Sometimes we need to perform a simple computation, but would rather not generate a function to do so.

Example:

  • Say we wanted to sort this list of US Presidents by the longest to shortest last name.
  • The sorted() function is a built in function that can do this for us. If we were to just run this on the list, it would sort in alphabetical order. sorted() has two keyword arguments: key= and reverse=. The key argument offers us a way to define our own sorting function.
In [20]:
presidents = ['Barak Obama','Donald Trump','George Bush','Jimmy Carter','Bill Clinton']
sorted(presidents)
Out[20]:
['Barak Obama', 'Bill Clinton', 'Donald Trump', 'George Bush', 'Jimmy Carter']
In [21]:
def sort_by_longest_last_name(x):
    return len(x.split()[-1])

# Sort by longest to shortest last name.
sorted(presidents,key=sort_by_longest_last_name,reverse=True)
Out[21]:
['Bill Clinton', 'Jimmy Carter', 'Barak Obama', 'Donald Trump', 'George Bush']

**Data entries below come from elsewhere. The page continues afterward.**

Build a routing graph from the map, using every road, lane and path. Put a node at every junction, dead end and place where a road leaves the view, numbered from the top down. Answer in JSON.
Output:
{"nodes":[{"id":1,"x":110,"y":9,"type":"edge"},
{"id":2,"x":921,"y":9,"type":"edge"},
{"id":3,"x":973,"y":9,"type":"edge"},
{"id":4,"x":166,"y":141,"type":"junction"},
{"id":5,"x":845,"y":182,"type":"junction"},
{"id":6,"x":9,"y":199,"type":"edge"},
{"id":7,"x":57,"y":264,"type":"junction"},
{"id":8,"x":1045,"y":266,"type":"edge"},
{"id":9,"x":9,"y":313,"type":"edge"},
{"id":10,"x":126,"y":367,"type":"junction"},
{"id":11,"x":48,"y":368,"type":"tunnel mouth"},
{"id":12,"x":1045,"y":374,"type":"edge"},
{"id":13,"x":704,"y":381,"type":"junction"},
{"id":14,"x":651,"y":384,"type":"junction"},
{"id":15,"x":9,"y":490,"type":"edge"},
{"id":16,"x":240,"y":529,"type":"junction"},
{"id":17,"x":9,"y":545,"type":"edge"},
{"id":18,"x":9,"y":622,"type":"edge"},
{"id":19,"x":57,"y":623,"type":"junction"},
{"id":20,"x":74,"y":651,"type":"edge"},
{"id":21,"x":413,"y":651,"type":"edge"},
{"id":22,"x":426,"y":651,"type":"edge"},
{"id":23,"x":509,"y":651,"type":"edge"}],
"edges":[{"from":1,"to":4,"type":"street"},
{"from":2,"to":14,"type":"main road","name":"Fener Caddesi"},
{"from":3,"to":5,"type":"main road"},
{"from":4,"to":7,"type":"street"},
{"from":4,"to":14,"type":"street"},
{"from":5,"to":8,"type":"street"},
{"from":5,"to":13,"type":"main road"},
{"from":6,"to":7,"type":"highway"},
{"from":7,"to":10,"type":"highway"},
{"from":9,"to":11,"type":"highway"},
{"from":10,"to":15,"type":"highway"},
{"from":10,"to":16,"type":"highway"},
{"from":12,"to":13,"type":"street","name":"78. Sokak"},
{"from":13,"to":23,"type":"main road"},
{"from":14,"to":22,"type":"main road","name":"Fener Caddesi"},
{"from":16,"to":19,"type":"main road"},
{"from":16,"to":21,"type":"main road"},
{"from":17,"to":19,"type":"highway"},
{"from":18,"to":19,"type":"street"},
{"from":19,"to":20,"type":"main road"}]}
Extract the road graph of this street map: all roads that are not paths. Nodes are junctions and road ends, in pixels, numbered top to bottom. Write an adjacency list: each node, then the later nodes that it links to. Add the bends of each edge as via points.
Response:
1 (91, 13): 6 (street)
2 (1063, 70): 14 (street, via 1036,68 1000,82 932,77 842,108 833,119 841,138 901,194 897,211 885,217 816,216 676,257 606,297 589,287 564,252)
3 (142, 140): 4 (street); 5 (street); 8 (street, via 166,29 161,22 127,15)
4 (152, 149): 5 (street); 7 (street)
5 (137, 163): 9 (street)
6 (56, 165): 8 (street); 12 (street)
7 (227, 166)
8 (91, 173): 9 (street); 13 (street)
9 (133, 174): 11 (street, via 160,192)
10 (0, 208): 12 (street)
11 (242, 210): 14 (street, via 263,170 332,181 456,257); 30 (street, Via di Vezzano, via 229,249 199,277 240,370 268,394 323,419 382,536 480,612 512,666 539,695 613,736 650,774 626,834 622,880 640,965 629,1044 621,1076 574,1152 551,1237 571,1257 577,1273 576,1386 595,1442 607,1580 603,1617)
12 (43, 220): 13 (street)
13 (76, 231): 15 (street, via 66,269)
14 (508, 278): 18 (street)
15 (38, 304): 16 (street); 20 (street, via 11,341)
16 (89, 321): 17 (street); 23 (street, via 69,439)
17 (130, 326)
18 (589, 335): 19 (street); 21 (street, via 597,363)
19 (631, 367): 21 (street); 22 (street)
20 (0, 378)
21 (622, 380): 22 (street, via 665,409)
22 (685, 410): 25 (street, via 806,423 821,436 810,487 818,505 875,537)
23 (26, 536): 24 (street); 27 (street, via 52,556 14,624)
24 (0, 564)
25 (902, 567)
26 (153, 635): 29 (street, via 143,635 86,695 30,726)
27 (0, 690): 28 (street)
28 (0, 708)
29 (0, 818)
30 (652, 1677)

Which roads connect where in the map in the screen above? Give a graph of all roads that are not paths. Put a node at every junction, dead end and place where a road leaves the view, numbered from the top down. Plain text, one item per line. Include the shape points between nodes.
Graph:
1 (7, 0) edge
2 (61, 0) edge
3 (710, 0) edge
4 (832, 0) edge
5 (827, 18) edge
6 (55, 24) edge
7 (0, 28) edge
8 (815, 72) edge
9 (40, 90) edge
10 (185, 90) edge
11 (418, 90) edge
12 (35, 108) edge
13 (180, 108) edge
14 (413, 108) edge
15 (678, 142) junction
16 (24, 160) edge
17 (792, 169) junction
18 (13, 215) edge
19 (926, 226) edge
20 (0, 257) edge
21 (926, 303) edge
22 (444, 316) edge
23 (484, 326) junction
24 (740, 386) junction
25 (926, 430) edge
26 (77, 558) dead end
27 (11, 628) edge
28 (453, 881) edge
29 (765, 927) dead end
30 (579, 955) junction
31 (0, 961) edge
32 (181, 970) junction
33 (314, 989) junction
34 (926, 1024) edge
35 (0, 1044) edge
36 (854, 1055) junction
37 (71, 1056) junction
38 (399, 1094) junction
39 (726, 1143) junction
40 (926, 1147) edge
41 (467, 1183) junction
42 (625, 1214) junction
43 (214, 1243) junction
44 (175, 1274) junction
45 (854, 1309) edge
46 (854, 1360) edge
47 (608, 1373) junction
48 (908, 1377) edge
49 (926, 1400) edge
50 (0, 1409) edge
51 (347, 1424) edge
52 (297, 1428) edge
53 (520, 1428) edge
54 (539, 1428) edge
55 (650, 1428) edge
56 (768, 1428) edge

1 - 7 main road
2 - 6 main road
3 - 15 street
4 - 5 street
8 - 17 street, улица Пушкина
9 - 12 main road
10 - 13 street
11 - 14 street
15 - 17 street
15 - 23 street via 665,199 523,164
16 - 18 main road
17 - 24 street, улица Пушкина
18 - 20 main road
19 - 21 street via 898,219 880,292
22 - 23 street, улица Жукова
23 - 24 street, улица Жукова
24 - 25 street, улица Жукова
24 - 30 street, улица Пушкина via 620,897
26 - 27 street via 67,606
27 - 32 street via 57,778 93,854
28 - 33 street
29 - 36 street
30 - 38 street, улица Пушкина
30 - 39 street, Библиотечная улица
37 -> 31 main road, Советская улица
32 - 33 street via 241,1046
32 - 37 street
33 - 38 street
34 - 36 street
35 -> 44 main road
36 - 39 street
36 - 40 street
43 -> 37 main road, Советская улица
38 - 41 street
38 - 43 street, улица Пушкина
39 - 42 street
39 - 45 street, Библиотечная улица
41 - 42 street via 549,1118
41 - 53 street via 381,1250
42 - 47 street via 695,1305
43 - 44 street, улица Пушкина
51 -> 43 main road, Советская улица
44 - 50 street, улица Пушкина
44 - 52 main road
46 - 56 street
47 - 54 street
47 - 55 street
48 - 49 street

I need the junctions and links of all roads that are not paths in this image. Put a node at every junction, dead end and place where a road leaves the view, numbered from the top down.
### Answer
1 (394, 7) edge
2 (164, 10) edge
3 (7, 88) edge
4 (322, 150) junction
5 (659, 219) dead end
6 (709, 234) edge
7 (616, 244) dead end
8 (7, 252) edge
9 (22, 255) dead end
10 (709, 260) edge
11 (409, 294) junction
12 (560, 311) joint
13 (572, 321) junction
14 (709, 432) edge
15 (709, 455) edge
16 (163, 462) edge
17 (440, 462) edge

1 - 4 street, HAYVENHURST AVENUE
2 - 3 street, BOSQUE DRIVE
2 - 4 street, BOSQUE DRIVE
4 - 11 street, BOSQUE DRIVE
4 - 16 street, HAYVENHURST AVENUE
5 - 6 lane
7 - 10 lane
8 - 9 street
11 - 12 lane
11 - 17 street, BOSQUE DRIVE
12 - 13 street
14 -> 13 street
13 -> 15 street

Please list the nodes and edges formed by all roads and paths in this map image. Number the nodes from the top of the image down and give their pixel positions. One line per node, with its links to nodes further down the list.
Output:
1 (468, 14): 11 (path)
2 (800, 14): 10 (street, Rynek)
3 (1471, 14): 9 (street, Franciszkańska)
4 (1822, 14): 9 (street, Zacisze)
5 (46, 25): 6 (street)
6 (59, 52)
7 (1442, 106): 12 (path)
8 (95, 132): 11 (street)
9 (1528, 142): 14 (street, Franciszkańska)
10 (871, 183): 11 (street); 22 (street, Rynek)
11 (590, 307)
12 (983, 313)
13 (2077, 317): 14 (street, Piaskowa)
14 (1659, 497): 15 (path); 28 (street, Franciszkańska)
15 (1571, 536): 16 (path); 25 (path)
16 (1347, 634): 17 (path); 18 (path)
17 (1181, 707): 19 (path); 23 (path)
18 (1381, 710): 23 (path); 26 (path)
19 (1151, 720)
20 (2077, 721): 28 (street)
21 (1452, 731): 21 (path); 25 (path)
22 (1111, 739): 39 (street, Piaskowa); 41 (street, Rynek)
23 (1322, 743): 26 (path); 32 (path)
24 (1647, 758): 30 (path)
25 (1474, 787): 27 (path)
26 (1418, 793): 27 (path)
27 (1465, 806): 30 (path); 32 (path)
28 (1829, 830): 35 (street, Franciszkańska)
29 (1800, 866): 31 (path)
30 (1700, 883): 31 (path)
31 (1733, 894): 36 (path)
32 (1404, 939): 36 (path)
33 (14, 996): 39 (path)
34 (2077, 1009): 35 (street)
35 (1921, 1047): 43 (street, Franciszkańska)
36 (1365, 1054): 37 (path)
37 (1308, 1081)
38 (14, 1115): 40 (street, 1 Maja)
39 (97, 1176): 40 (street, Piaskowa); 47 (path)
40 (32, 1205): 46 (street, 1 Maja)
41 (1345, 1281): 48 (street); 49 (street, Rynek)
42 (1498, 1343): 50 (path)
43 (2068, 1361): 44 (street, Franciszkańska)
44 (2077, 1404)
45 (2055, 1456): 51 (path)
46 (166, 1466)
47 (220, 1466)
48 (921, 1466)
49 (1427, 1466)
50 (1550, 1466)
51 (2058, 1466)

The lambda key word would allow us to build this function on the fly without needing to def a named function.

In [22]:
sorted(presidents,key=lambda x: len(x.split()[-1]),reverse=True)
Out[22]:
['Bill Clinton', 'Jimmy Carter', 'Barak Obama', 'Donald Trump', 'George Bush']

Setting up the lambda function

lambda <function arguments>: <expression>
In [23]:
square = lambda x: x**2
square(5)
Out[23]:
25

Using a lambda function

Lambda functions are most useful when used in concert with higher-order functions, which are functions that take other functions as input. (We'll see a lot of these when we use Pandas methods).

Differences between def and lambda

def lambda
function statement is defined as a code chunk that is then bound to a name function statement is a single expression
must have a name anonymous (no name)
arguments delimited in the parentheses arguments delimited before the colon
return keyword required to return value return value is given by the expression (i.e. whatever is the result at the end of the function (no return keyword used)
Allows for a docstring Does not allow for a docstring

The biggest difference lies in our ability to test the function. Since a def function allows us to tie a code statement to a named object, we can easily probe that object and run unit tests on its (i.e. tests to make sure the function is doing what we need it to). This isn't the case for a lambda function, so a useful rule of thumb is to keep your lambda functions simple so that they are easy to inspect to make sure they are doing what we need them to do. If a lambda expression gets too complicated, then it's a better idea to write an actual function for it.